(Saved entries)
---

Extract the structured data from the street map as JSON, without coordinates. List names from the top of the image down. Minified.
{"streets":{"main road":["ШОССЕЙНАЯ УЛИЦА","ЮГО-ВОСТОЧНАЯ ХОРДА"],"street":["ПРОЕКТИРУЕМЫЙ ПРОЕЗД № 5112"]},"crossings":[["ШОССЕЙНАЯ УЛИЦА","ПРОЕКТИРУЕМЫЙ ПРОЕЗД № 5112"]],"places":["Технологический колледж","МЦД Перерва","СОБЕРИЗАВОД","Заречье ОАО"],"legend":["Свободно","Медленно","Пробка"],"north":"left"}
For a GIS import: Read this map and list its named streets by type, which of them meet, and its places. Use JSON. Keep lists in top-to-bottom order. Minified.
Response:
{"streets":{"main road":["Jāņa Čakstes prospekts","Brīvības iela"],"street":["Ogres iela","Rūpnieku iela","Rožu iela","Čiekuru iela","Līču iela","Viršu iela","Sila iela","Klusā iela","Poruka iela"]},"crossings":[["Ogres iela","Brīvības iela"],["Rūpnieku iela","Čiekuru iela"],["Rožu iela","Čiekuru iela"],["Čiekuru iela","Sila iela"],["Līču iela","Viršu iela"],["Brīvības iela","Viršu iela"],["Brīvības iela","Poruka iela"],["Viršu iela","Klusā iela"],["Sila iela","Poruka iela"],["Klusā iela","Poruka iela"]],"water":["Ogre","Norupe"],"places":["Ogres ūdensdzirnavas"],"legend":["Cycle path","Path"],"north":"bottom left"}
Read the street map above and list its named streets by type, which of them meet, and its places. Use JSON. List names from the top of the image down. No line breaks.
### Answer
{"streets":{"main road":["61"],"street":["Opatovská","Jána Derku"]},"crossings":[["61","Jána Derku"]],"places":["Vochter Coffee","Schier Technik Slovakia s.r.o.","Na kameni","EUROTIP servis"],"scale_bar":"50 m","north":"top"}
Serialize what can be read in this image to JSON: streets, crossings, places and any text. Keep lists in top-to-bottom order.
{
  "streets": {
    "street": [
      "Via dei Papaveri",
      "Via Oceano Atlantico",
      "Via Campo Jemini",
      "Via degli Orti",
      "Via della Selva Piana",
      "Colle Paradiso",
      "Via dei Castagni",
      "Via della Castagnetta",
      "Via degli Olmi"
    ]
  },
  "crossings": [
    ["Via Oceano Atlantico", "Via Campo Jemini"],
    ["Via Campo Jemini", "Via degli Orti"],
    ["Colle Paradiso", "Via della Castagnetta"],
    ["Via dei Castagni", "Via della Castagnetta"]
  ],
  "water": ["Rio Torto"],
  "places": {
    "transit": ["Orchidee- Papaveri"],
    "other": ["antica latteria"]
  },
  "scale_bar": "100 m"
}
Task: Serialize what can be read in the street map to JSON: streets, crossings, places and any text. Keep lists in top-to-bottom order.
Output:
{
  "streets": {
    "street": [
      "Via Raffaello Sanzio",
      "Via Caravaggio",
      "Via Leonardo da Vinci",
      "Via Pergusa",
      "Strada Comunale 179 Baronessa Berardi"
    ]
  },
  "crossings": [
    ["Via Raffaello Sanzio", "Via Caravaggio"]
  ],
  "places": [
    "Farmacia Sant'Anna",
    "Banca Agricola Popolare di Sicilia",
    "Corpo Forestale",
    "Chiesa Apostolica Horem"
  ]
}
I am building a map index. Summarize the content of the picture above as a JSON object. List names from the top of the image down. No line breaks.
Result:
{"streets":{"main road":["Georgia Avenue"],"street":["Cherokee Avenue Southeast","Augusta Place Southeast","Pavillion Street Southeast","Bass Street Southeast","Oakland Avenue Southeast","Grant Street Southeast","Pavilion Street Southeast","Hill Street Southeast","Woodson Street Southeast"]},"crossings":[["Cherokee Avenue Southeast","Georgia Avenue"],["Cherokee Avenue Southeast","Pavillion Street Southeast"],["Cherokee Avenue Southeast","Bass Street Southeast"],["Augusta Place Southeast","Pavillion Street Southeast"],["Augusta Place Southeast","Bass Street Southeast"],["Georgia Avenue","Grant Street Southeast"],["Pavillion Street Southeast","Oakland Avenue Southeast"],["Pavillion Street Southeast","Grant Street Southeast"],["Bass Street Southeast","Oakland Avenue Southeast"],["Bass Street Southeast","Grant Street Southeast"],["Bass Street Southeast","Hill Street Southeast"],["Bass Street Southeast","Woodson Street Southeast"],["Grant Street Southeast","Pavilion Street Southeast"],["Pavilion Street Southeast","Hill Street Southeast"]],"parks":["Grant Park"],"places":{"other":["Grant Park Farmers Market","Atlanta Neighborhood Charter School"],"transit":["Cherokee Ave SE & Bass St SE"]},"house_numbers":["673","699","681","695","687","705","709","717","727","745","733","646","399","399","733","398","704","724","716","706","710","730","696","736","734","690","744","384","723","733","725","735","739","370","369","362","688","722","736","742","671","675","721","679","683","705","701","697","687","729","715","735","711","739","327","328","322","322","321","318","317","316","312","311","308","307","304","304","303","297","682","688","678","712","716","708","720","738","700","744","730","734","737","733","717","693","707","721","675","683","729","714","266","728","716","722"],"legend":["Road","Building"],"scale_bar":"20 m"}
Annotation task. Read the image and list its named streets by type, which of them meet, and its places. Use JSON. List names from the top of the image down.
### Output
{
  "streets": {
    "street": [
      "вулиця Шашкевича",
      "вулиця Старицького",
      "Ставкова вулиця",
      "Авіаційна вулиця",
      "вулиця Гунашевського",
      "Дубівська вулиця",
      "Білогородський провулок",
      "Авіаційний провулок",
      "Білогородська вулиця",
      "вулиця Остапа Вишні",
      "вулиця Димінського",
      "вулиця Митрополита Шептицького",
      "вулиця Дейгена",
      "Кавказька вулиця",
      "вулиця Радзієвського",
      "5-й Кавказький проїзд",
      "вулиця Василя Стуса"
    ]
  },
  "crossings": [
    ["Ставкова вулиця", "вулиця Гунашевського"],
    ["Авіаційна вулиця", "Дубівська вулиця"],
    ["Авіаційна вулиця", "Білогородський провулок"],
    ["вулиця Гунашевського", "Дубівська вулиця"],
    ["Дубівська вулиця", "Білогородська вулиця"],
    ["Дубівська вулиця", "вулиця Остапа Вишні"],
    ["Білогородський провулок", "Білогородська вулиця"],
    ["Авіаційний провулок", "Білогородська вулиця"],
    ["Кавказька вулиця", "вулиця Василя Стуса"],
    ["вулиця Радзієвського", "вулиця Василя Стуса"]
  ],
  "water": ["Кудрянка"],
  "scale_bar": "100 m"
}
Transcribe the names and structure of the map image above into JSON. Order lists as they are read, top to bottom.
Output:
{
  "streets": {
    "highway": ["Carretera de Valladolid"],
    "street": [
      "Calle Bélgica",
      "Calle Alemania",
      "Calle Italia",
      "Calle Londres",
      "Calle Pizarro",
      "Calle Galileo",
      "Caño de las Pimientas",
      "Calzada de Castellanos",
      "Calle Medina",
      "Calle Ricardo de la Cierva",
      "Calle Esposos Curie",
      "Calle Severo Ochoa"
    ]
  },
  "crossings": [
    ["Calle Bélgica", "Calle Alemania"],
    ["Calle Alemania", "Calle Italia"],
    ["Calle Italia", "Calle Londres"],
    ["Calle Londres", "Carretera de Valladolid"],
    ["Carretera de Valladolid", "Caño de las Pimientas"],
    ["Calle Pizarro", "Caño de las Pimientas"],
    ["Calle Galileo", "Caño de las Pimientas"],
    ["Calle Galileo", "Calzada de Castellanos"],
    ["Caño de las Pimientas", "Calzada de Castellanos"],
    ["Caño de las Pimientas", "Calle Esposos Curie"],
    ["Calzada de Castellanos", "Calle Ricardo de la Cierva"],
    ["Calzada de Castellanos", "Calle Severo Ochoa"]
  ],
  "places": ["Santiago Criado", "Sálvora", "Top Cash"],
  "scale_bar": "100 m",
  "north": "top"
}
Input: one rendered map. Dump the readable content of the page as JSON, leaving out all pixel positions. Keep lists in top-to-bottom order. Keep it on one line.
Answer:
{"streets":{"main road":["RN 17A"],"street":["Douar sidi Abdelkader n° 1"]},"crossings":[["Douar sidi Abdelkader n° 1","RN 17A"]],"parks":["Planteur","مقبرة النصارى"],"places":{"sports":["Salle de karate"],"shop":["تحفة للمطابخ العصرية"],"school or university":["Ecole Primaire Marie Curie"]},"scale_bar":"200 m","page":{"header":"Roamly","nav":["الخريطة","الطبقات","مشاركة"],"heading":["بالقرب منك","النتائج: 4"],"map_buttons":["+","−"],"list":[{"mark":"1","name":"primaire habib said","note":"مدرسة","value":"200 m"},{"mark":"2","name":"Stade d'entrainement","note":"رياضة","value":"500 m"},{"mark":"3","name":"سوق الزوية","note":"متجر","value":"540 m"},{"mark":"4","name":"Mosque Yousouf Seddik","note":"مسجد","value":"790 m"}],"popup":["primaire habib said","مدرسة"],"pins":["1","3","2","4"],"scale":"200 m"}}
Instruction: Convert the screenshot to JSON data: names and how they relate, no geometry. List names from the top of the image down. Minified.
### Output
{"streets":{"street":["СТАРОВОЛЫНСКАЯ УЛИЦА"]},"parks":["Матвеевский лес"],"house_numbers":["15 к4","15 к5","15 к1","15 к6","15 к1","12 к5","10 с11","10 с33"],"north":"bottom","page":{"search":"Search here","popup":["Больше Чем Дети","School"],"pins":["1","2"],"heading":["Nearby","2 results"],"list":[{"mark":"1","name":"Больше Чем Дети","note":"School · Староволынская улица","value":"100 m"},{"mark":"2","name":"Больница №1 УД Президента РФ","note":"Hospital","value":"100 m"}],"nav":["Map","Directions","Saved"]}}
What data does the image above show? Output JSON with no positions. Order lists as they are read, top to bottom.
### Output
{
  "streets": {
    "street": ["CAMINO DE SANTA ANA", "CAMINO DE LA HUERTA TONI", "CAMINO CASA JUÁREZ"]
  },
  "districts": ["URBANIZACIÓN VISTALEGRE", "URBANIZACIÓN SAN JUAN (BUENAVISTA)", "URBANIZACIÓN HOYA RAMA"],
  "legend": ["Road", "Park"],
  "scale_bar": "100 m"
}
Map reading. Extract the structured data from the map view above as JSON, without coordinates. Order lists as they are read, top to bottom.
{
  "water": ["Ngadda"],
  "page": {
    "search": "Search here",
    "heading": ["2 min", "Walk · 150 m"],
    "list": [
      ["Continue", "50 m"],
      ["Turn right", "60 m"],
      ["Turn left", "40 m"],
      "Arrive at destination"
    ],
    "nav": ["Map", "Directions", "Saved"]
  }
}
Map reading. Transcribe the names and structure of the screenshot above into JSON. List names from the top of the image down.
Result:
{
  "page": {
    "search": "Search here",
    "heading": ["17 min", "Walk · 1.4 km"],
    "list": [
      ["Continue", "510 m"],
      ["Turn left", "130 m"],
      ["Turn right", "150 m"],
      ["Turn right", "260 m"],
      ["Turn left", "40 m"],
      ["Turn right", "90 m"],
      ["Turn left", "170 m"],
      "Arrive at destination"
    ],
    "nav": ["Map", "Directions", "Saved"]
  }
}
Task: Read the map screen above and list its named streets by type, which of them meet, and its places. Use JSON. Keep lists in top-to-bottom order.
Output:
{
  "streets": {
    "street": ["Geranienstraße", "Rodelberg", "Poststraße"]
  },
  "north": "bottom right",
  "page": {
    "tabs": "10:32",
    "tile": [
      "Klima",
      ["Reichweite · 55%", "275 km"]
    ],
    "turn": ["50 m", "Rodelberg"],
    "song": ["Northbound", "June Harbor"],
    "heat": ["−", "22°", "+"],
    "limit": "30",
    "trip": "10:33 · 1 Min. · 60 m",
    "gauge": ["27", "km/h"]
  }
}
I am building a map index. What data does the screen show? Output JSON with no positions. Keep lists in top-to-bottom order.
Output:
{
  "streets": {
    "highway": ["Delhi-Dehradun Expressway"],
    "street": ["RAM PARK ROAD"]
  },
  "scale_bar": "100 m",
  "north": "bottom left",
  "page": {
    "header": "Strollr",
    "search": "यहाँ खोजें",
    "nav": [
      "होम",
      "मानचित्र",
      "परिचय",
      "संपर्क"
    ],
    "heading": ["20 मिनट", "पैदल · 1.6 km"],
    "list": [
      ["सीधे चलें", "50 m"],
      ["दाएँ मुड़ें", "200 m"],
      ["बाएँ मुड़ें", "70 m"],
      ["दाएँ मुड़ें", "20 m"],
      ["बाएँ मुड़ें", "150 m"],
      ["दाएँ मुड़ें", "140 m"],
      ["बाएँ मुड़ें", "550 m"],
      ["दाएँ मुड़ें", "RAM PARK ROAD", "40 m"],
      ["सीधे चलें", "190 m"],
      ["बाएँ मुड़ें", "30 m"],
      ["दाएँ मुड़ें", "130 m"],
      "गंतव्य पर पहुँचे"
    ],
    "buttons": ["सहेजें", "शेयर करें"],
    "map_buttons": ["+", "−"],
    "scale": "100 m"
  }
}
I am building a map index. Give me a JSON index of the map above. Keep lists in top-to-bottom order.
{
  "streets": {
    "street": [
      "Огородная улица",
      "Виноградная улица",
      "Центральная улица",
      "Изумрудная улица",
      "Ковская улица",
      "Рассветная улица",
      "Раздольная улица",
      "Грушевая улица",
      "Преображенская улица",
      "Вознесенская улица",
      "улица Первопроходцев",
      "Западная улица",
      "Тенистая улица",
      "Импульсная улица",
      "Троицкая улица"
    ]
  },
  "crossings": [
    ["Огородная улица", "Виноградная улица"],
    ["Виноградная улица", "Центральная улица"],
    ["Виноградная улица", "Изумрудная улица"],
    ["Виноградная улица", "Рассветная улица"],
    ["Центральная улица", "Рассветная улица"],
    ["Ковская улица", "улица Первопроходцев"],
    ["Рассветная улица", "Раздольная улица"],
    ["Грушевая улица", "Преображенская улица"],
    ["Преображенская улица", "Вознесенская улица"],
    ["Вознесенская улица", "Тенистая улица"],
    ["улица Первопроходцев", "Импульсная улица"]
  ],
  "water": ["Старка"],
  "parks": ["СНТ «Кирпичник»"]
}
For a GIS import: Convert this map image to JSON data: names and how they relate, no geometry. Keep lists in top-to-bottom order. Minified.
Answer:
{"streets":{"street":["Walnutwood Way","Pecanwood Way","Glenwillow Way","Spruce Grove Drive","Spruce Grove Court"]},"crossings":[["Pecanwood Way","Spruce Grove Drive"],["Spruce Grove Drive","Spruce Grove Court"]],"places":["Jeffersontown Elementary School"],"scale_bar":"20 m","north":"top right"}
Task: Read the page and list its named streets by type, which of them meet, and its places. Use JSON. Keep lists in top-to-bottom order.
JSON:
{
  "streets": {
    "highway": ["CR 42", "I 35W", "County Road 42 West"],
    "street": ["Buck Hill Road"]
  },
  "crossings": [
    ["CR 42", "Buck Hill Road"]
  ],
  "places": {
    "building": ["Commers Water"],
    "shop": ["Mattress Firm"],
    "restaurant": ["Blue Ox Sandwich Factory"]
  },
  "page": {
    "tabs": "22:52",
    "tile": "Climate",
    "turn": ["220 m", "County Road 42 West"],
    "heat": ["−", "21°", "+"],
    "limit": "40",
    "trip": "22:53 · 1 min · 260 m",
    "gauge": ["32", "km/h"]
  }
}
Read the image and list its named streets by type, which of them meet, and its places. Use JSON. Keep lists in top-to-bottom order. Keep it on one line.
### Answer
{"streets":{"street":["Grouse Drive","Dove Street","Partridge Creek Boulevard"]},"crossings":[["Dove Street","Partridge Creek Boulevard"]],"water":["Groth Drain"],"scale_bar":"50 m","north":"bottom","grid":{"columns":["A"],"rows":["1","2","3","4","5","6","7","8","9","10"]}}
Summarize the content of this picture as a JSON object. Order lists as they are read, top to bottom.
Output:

---

■ **REQUIREMENT**:
Whichever lines of the data include the word "Convert", pull them out.

■ **RESULT**:
Instruction: Convert the screenshot to JSON data: names and how they relate, no geometry. List names from the top of the image down. Minified.
For a GIS import: Convert this map image to JSON data: names and how they relate, no geometry. Keep lists in top-to-bottom order. Minified.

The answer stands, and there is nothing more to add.